Segment Start: PROVIDED DATA

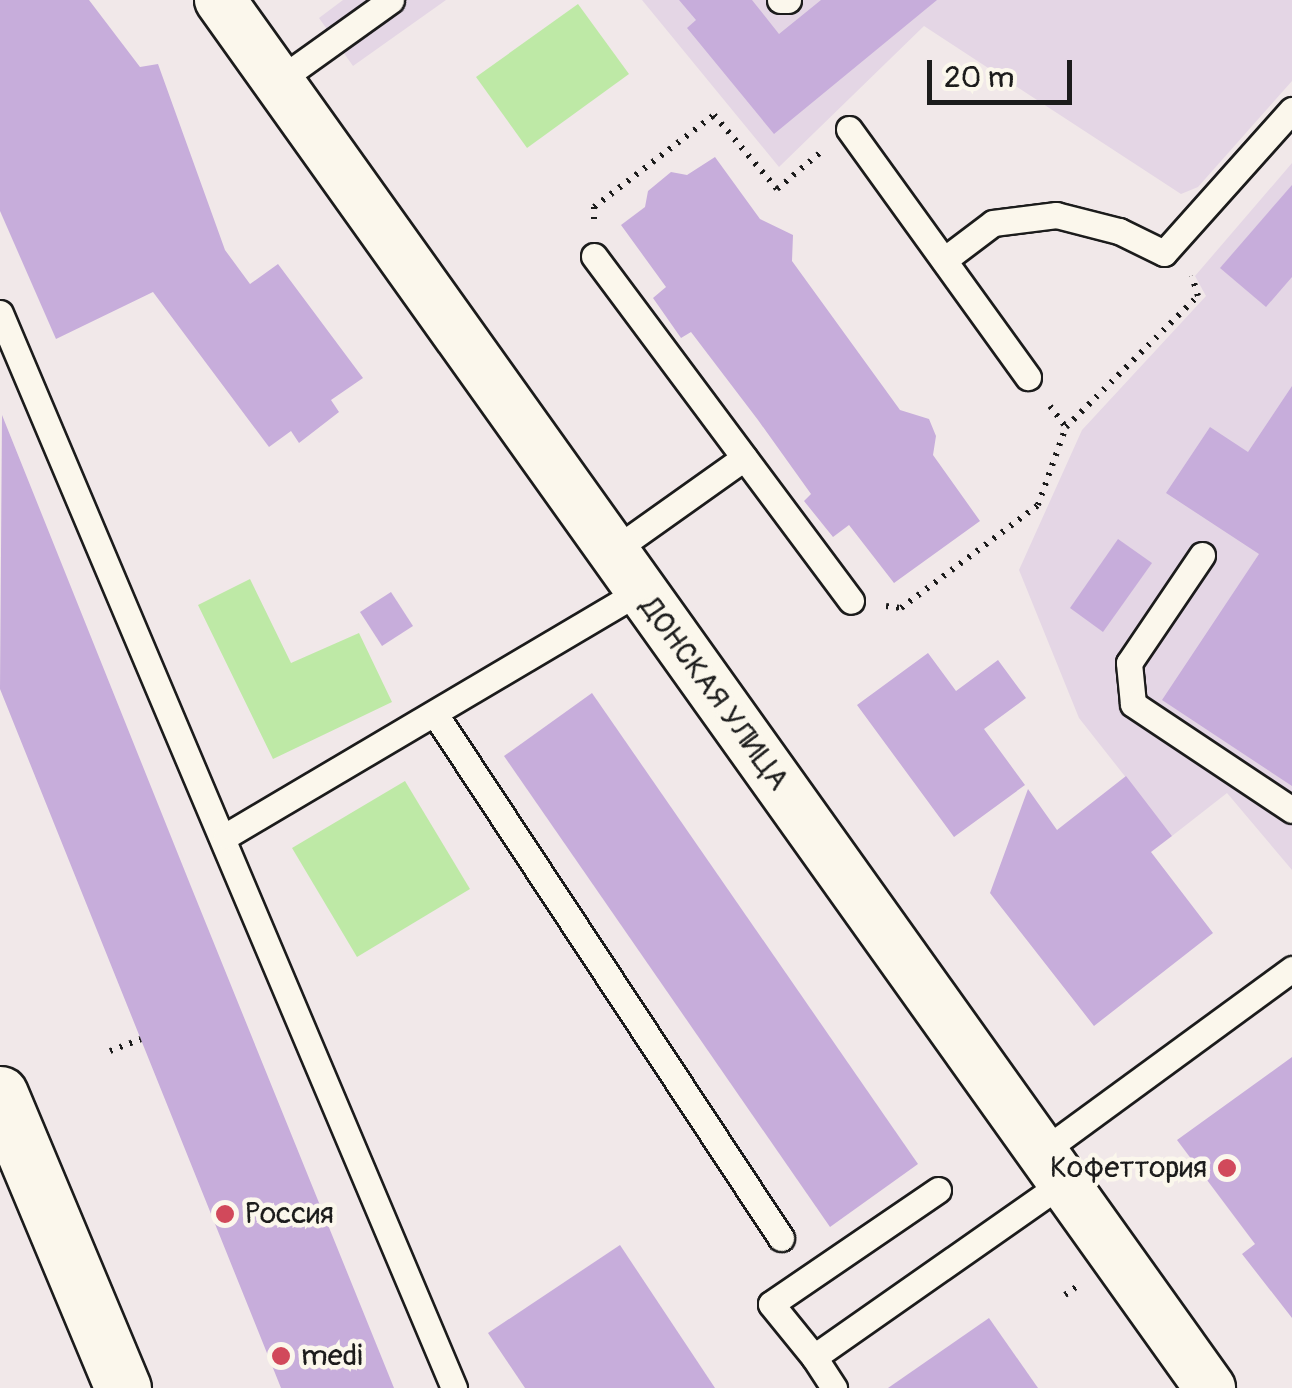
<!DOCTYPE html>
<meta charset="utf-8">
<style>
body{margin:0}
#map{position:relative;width:1292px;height:1388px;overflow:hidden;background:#f1e8e9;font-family:Pangolin,sans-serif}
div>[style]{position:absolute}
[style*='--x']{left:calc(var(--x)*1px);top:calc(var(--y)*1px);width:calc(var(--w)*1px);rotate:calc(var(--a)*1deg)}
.built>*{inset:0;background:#e4d6e5}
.green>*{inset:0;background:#bee9a6}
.building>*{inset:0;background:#c7addb}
.path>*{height:6px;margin-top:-3px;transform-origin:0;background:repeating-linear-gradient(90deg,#1c1c1c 0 2.5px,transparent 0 10.5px)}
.roads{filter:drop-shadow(2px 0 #1c1c1c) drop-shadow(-2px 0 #1c1c1c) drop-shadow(0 2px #1c1c1c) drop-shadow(0 -2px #1c1c1c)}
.lane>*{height:25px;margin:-12.5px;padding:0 12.5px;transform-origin:12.5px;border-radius:12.5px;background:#fbf7ec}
.street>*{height:50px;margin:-25px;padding:0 25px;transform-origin:25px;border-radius:25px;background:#fbf7ec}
.primary>*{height:55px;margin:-27.5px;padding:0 27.5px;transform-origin:27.5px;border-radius:27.5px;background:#fbf7ec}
.dots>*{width:28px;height:28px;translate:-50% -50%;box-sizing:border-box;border:5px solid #fbf7ec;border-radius:50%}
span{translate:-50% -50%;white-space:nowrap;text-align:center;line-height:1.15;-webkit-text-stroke:9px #fbf7ec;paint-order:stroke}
.street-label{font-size:30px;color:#1c1c1c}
.poi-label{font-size:30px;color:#1c1c1c}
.right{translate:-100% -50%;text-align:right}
.left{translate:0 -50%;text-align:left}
.scale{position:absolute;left:927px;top:60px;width:145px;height:45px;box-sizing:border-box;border:5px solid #1c1c1c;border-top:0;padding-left:12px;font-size:30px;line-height:35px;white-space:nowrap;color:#1c1c1c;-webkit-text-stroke:8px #fbf7ec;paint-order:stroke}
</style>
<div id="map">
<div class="built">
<i style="clip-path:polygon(343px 0,446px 0,353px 66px,319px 18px)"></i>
<i style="clip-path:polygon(642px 0,1292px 0,1292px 81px,1198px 187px,1181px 194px,924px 26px,779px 167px)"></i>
<i style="clip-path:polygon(1292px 163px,1292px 870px,1227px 793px,1172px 836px,1079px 718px,1019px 570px,1082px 430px,1206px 296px,1195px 276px)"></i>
</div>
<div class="green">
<i style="clip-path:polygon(578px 4px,629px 74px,527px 148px,476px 77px)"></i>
<i style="clip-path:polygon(250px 579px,291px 663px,359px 633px,392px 702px,273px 759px,198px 605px)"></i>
<i style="clip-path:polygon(405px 781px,470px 889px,357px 957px,292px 848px)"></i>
</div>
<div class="building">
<i style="clip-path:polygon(0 0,89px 0,140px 67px,158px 64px,225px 250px,250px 284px,278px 264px,363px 378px,331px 400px,339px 412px,299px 443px,291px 431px,269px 447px,153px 292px,56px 339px,0 211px)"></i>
<i style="clip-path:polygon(679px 0,752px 0,779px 34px,821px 0,937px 0,774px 134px,687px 28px,696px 20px)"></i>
<i style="clip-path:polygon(715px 157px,760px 219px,793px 235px,792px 261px,900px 410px,929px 419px,936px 436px,933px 455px,980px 521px,894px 583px,849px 525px,833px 537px,804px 501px,811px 494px,758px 420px,691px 332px,681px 338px,653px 298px,666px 287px,621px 225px,645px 207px,648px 191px,671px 172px,687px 175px)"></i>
<i style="clip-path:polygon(1292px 185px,1292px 277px,1266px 307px,1220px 268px)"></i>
<i style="clip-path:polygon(1292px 386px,1292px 786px,1162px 700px,1259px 554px,1166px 493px,1210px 427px,1248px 452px)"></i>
<i style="clip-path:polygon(2px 415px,192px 889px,394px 1388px,281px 1388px,0 689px)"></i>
<i style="clip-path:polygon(1118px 539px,1152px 563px,1103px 632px,1070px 608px)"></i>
<i style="clip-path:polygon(391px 592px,413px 626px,382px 646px,360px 612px)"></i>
<i style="clip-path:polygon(928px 653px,956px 691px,998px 660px,1026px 698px,984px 729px,1025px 785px,954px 837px,857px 705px)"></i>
<i style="clip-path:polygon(592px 693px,918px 1164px,830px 1227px,504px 756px)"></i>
<i style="clip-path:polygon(1126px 776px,1172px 836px,1151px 852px,1213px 933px,1094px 1026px,990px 893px,1028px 789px,1057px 830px)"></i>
<i style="clip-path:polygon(1292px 1057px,1292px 1318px,1242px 1254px,1255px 1244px,1177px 1140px)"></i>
<i style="clip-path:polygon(620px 1245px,715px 1388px,525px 1388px,488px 1333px)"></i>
<i style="clip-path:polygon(989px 1318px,1038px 1388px,888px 1388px)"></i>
</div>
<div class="path">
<i style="--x:594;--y:219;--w:12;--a:-90"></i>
<i style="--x:594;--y:207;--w:151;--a:-37.5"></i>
<i style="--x:714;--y:115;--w:97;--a:49.6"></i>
<i style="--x:777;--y:189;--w:57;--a:-40.1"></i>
<i style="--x:1050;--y:406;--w:26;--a:53"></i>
<i style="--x:886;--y:606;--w:15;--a:8"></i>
<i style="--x:901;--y:608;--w:171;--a:-36.9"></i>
<i style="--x:1038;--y:505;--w:83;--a:-70.3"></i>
<i style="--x:1066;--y:427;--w:186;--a:-44.8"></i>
<i style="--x:1198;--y:296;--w:21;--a:-107"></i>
<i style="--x:110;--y:1051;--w:33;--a:-21"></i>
<i style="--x:1065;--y:1295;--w:19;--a:-36"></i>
</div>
<div class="roads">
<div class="lane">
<i style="--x:780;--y:0;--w:8;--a:0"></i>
<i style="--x:278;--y:81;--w:139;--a:-35.6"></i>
<i style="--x:849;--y:129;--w:306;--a:54.2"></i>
<i style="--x:594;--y:256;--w:430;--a:53.3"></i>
<i style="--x:944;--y:260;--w:61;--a:-37.1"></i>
<i style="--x:993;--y:223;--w:64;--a:-7.2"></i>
<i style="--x:1056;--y:215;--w:65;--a:14.3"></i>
<i style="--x:1119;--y:231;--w:50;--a:26.1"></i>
<i style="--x:1164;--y:253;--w:192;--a:-48.2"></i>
<i style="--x:0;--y:313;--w:1167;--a:67.1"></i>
<i style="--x:613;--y:551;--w:161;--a:-35.4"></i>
<i style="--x:1202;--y:555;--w:130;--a:124.1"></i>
<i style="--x:1129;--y:663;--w:41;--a:84.4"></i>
<i style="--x:1133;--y:704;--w:191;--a:33.7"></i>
<i style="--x:435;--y:714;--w:628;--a:56.56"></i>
<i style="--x:226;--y:836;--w:481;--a:-30.6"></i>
<i style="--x:1042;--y:1152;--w:310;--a:-36.2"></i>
<i style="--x:938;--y:1190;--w:202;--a:145.7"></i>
<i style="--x:771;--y:1304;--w:68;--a:50.9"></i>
<i style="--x:814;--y:1357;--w:305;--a:-35"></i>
<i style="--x:814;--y:1357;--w:37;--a:57"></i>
</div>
<div class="street">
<i style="--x:220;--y:0;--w:1705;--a:54.5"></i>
</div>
<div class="primary">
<i style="--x:0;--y:1094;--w:319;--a:67.3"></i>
</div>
</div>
<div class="dots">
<i style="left:1227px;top:1168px;background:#d1495b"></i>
<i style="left:225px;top:1214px;background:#d1495b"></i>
<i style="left:281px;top:1356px;background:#d1495b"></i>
</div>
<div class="street-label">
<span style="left:714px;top:694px;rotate:54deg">ДОНСКАЯ УЛИЦА</span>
</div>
<div class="poi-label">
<span class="right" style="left:1207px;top:1168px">Кофеттория</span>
<span class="left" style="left:245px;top:1214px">Россия</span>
<span class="left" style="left:301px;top:1356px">medi</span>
</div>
<div class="scale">20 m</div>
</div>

Segment End: PROVIDED DATA

--- TASK OBJECTIVE ---
Please leave out the pictures as you reproduce the lines exactly, from the first line of the entries through the line containing "0 #1c1c1c) drop-shadow(-2px".

--- COMPLETED TASK ---
<!DOCTYPE html>
<meta charset="utf-8">
<style>
body{margin:0}
#map{position:relative;width:1292px;height:1388px;overflow:hidden;background:#f1e8e9;font-family:Pangolin,sans-serif}
div>[style]{position:absolute}
[style*='--x']{left:calc(var(--x)*1px);top:calc(var(--y)*1px);width:calc(var(--w)*1px);rotate:calc(var(--a)*1deg)}
.built>*{inset:0;background:#e4d6e5}
.green>*{inset:0;background:#bee9a6}
.building>*{inset:0;background:#c7addb}
.path>*{height:6px;margin-top:-3px;transform-origin:0;background:repeating-linear-gradient(90deg,#1c1c1c 0 2.5px,transparent 0 10.5px)}
.roads{filter:drop-shadow(2px 0 #1c1c1c) drop-shadow(-2px 0 #1c1c1c) drop-shadow(0 2px #1c1c1c) drop-shadow(0 -2px #1c1c1c)}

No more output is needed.